Bruce Marshall

Biographical details
- Born: July 23, 1962 West Boylston, Massachusetts, U.S.
- Died: October 15, 2016 (aged 54) Gardner, Massachusetts, U.S.

Coaching career (HC unless noted)
- 1988–2012: Connecticut
- 2015–2016: Franklin Pierce

Head coaching record
- Overall: 332–377–69 (.471)

Accomplishments and honors

Championships
- 2000 MAAC Tournament Champion

Awards
- 1992 Edward Jeremiah Award 1992 ECAC East Coach of the Year

= Bruce Marshall (ice hockey) =

American ice hockey coach (1962–2016)

Bruce Turner Marshall (July 23, 1962 – October 15, 2016) was an American ice hockey coach who was – at his death – the head coach at Franklin Pierce University.
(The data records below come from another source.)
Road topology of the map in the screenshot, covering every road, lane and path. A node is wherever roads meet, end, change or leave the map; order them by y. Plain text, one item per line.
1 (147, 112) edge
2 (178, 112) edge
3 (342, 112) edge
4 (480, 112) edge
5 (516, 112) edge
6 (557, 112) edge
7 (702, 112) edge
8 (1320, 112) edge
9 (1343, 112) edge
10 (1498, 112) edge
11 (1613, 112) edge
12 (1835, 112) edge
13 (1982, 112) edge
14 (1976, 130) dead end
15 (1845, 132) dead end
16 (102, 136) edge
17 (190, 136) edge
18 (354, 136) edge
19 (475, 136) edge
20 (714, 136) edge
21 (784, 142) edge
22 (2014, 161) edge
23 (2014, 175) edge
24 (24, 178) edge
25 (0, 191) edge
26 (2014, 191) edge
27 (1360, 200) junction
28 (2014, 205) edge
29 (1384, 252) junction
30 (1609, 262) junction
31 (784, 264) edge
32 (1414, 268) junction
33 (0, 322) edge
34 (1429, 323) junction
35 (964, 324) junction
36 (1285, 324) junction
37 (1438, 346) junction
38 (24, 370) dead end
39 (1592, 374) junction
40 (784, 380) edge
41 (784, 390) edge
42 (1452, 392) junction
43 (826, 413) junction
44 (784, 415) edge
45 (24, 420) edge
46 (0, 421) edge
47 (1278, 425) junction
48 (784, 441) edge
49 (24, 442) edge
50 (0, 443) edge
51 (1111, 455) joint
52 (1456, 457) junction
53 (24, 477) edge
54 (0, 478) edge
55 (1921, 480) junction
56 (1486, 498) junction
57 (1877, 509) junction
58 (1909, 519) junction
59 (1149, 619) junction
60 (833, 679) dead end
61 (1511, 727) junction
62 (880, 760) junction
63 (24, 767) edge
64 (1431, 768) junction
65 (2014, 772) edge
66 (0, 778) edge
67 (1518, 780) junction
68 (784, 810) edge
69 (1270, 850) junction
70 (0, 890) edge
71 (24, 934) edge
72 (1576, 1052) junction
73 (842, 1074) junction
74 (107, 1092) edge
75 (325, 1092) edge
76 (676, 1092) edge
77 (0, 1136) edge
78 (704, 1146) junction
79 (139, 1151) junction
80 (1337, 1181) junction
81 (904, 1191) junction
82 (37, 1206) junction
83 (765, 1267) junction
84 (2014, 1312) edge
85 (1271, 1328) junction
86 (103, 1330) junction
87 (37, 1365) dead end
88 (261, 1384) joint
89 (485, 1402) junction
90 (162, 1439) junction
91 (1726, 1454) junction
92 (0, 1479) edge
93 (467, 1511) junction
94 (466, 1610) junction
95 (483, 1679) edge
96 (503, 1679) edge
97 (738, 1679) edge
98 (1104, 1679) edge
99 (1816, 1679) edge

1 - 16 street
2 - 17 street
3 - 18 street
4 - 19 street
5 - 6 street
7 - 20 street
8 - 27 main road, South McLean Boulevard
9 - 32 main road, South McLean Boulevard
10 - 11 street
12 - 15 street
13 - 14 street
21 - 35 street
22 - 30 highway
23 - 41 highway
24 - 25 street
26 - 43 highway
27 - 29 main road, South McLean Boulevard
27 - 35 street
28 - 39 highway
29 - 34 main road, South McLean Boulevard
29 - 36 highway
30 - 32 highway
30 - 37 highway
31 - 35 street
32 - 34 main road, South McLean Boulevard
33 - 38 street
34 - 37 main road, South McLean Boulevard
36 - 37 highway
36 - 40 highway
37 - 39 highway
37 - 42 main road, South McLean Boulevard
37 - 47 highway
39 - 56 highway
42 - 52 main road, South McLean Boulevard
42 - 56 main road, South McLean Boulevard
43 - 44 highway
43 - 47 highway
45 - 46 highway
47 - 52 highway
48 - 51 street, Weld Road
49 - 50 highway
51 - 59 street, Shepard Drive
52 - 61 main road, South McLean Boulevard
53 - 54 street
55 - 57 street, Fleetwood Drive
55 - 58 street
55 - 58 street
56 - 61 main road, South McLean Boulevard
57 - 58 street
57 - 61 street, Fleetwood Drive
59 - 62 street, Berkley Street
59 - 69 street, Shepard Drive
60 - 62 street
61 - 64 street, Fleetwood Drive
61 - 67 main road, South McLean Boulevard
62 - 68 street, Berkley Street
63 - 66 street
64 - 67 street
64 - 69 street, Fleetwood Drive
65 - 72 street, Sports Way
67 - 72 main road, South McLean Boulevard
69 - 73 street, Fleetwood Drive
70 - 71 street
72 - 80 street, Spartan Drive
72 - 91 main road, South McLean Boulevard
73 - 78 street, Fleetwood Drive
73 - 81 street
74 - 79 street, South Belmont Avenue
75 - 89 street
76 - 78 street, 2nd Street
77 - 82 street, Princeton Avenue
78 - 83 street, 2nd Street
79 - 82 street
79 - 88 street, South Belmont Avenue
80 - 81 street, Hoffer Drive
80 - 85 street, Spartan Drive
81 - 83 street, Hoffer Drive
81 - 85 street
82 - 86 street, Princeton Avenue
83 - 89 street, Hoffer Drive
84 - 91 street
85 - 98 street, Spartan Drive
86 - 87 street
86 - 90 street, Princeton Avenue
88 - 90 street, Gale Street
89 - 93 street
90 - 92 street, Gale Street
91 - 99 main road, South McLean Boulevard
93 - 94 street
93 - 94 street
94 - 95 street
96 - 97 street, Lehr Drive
He was previously the head coach of the Connecticut Huskies ice hockey team. Marshall took over for Ben Kirtland prior to the start of the 1988–1989 season. In his 24 years as the coach since then, he has transitioned them to Division I status. Just ten years later, in 1998–1999, the Huskies began Division I play. In their first year at the highest level, Connecticut went 20–10–4. The next year was successful as well, for a new program, with a 19–16–1 record overall. However, that success was short lived, as Marshall and the Huskies have finished with a losing record every year since, consistently rating near the very bottom of the RPI ratings. Marshall's 2010–11 season was his best in recent history, however, when he did manage to reach the 2011 AHA semifinals in Rochester.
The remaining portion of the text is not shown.